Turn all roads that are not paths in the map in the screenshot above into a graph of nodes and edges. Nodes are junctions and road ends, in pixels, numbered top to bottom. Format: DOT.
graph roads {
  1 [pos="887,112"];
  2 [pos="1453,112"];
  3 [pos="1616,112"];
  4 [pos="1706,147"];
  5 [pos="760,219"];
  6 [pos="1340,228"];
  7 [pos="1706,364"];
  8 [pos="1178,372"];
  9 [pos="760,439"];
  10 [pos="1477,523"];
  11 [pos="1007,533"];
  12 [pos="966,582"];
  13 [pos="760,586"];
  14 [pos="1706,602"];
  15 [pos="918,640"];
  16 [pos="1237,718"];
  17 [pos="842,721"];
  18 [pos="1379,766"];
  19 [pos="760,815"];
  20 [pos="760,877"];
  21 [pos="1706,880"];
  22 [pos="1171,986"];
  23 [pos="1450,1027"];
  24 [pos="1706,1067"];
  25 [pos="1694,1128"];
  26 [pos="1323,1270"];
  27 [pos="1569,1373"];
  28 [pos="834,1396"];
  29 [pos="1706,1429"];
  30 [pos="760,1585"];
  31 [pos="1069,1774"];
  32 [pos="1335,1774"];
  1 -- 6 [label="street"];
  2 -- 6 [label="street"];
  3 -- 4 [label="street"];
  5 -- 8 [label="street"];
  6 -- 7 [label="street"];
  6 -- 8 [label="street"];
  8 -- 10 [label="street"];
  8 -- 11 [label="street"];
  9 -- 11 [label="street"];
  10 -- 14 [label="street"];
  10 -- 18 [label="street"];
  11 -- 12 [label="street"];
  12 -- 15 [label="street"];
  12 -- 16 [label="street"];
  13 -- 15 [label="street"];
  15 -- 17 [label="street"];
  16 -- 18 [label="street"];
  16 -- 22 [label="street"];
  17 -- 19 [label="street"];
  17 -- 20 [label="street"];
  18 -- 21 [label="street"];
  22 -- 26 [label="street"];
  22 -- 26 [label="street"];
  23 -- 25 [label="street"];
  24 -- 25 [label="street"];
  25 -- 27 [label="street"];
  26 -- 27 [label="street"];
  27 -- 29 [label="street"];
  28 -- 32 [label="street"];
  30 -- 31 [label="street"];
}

******************************

TASK TO COMPLETE: Reproduce the entire listing above exactly, leaving nothing out.

EXPECTED ANSWER:
Turn all roads that are not paths in the map in the screenshot above into a graph of nodes and edges. Nodes are junctions and road ends, in pixels, numbered top to bottom. Format: DOT.
graph roads {
  1 [pos="887,112"];
  2 [pos="1453,112"];
  3 [pos="1616,112"];
  4 [pos="1706,147"];
  5 [pos="760,219"];
  6 [pos="1340,228"];
  7 [pos="1706,364"];
  8 [pos="1178,372"];
  9 [pos="760,439"];
  10 [pos="1477,523"];
  11 [pos="1007,533"];
  12 [pos="966,582"];
  13 [pos="760,586"];
  14 [pos="1706,602"];
  15 [pos="918,640"];
  16 [pos="1237,718"];
  17 [pos="842,721"];
  18 [pos="1379,766"];
  19 [pos="760,815"];
  20 [pos="760,877"];
  21 [pos="1706,880"];
  22 [pos="1171,986"];
  23 [pos="1450,1027"];
  24 [pos="1706,1067"];
  25 [pos="1694,1128"];
  26 [pos="1323,1270"];
  27 [pos="1569,1373"];
  28 [pos="834,1396"];
  29 [pos="1706,1429"];
  30 [pos="760,1585"];
  31 [pos="1069,1774"];
  32 [pos="1335,1774"];
  1 -- 6 [label="street"];
  2 -- 6 [label="street"];
  3 -- 4 [label="street"];
  5 -- 8 [label="street"];
  6 -- 7 [label="street"];
  6 -- 8 [label="street"];
  8 -- 10 [label="street"];
  8 -- 11 [label="street"];
  9 -- 11 [label="street"];
  10 -- 14 [label="street"];
  10 -- 18 [label="street"];
  11 -- 12 [label="street"];
  12 -- 15 [label="street"];
  12 -- 16 [label="street"];
  13 -- 15 [label="street"];
  15 -- 17 [label="street"];
  16 -- 18 [label="street"];
  16 -- 22 [label="street"];
  17 -- 19 [label="street"];
  17 -- 20 [label="street"];
  18 -- 21 [label="street"];
  22 -- 26 [label="street"];
  22 -- 26 [label="street"];
  23 -- 25 [label="street"];
  24 -- 25 [label="street"];
  25 -- 27 [label="street"];
  26 -- 27 [label="street"];
  27 -- 29 [label="street"];
  28 -- 32 [label="street"];
  30 -- 31 [label="street"];
}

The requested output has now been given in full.